Collected data entries
# # # #

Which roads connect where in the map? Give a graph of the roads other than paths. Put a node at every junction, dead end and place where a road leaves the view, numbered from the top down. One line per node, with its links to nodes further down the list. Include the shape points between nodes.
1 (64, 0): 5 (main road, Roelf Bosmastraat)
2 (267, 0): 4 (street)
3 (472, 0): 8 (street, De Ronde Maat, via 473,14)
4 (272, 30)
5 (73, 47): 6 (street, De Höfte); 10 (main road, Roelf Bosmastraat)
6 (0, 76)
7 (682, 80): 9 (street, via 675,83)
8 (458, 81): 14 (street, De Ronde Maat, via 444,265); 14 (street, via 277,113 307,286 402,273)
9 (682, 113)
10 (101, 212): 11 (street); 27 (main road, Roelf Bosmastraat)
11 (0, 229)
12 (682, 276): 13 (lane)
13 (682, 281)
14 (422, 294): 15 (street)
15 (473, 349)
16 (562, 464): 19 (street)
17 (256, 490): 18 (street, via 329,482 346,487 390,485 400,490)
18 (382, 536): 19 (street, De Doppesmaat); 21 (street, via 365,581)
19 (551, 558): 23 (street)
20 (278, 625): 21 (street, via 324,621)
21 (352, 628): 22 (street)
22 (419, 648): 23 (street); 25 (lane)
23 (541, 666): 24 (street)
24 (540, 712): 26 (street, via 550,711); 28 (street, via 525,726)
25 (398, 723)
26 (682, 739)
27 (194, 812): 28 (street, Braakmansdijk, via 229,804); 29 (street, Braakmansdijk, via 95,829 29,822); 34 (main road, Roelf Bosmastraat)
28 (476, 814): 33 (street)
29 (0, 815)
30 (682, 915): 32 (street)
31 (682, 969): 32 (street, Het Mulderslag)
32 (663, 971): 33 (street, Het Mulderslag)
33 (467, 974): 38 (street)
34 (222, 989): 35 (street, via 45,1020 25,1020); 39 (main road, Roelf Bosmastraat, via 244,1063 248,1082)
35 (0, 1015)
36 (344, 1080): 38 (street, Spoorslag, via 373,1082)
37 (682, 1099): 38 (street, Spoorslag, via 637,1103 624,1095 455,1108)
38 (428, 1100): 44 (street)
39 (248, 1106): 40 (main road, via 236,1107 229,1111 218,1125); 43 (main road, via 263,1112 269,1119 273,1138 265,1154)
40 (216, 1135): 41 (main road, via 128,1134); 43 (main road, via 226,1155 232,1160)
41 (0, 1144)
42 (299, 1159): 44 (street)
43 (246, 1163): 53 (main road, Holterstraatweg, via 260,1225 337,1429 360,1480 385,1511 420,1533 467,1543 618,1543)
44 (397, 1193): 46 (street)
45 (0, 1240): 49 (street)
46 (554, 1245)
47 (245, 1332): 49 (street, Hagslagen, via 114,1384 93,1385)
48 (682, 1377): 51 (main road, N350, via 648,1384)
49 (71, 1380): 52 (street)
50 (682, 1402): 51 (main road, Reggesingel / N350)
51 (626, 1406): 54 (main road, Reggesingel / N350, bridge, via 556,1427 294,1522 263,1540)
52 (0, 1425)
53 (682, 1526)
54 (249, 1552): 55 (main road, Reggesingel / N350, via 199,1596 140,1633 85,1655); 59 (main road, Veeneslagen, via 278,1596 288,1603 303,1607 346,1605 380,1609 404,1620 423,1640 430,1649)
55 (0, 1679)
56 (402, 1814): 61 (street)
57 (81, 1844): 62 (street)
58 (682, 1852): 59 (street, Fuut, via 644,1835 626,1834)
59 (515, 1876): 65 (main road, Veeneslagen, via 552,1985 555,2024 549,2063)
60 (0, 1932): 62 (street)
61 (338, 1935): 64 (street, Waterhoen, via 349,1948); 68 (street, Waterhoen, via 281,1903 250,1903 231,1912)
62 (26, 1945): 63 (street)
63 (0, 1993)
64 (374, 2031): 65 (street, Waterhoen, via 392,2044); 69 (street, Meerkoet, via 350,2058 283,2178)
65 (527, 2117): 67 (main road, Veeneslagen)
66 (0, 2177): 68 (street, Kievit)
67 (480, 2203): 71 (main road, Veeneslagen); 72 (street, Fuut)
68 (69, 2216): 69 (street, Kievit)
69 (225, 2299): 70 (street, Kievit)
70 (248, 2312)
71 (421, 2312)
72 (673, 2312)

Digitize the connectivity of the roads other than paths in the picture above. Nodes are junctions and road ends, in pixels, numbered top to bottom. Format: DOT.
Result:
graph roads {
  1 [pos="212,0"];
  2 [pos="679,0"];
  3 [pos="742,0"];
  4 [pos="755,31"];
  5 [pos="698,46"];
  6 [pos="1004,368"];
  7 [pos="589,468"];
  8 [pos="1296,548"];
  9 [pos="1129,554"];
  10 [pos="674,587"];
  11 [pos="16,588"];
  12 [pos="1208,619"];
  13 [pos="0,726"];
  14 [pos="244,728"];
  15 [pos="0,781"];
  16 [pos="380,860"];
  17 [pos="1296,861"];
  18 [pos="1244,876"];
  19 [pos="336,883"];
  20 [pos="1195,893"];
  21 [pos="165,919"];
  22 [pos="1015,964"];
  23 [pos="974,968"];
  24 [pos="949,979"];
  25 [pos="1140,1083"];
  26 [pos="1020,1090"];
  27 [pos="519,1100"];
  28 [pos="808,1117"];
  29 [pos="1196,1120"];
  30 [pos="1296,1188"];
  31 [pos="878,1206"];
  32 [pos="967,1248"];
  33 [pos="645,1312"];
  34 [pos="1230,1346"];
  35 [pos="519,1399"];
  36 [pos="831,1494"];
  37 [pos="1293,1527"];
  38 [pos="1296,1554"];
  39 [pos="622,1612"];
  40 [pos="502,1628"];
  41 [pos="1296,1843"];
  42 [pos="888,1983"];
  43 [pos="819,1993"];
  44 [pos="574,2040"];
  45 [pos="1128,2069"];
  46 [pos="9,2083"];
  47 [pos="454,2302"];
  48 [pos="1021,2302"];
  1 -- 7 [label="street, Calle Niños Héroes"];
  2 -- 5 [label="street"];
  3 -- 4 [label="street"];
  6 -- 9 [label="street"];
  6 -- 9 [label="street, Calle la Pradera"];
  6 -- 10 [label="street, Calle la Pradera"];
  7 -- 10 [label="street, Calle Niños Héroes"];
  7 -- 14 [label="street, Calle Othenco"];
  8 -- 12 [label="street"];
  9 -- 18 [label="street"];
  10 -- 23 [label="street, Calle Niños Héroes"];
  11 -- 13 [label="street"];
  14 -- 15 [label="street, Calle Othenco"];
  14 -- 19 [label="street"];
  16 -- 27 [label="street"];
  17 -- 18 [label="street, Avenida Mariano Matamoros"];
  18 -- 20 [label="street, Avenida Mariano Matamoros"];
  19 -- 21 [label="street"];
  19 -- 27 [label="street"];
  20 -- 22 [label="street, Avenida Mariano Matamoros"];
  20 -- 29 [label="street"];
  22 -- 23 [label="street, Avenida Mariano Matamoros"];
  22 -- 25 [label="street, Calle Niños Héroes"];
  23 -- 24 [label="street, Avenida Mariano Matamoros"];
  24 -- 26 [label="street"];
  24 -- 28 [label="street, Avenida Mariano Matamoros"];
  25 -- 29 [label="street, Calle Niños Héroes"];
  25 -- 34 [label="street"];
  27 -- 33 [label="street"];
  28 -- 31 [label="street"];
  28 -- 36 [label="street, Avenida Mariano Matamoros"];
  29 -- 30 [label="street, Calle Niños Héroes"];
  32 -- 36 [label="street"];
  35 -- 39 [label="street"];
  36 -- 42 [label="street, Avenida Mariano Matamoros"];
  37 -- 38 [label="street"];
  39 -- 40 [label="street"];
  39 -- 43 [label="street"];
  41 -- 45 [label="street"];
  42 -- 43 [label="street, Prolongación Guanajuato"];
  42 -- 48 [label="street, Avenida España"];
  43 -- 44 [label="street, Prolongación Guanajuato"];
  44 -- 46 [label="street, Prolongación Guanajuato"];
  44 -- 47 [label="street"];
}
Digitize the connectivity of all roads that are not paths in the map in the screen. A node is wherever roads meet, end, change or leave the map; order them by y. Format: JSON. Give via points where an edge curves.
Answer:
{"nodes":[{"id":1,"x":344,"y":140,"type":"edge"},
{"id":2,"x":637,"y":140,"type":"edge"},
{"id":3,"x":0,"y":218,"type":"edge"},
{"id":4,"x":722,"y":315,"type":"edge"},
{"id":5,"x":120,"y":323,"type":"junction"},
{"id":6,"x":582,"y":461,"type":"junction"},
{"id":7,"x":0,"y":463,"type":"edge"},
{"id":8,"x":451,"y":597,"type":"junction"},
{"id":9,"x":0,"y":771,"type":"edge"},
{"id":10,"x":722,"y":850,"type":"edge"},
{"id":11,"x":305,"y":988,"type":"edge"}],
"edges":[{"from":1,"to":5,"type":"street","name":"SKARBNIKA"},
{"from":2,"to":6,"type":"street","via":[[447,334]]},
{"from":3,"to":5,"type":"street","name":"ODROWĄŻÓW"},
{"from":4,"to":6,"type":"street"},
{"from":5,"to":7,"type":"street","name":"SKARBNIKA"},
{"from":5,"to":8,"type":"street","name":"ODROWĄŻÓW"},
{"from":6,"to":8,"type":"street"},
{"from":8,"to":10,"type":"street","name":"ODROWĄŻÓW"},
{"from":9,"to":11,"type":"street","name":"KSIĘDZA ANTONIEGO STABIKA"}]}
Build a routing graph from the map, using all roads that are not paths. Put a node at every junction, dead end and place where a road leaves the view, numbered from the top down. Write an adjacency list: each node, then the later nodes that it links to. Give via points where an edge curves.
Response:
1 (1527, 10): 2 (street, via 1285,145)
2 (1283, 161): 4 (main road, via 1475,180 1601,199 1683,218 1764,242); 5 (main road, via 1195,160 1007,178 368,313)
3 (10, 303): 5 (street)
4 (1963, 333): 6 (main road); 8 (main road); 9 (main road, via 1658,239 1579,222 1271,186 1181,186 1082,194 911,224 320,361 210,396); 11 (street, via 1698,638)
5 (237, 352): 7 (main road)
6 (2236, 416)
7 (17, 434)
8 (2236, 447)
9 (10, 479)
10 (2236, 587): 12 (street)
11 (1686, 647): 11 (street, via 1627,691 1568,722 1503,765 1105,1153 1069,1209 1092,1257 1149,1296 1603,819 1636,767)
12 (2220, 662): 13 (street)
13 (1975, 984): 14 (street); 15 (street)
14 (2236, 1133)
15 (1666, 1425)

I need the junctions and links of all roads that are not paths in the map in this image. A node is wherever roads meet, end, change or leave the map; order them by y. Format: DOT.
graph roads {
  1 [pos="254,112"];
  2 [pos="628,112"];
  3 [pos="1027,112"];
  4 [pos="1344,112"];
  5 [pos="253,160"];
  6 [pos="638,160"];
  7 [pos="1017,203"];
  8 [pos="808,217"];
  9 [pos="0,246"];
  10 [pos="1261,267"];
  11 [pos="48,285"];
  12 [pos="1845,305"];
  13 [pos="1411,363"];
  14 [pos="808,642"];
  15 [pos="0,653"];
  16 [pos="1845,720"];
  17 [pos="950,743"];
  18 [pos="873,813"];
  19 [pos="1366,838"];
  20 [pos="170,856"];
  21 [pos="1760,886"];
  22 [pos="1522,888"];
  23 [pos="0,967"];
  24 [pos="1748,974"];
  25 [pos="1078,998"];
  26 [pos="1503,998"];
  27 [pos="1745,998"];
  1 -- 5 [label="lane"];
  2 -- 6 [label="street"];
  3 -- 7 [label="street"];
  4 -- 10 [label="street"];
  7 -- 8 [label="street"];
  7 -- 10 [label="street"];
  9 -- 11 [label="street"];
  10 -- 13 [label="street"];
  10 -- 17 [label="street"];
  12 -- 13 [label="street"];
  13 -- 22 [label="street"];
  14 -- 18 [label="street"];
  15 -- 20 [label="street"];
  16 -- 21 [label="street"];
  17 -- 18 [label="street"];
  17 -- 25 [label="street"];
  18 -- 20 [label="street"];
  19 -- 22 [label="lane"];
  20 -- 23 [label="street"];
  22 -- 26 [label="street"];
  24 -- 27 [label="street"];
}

# # # #

Which lines above contain the word "connectivity"? Copy each one.

§ ANSWER BELOW:
Digitize the connectivity of the roads other than paths in the picture above. Nodes are junctions and road ends, in pixels, numbered top to bottom. Format: DOT.
Digitize the connectivity of all roads that are not paths in the map in the screen. A node is wherever roads meet, end, change or leave the map; order them by y. Format: JSON. Give via points where an edge curves.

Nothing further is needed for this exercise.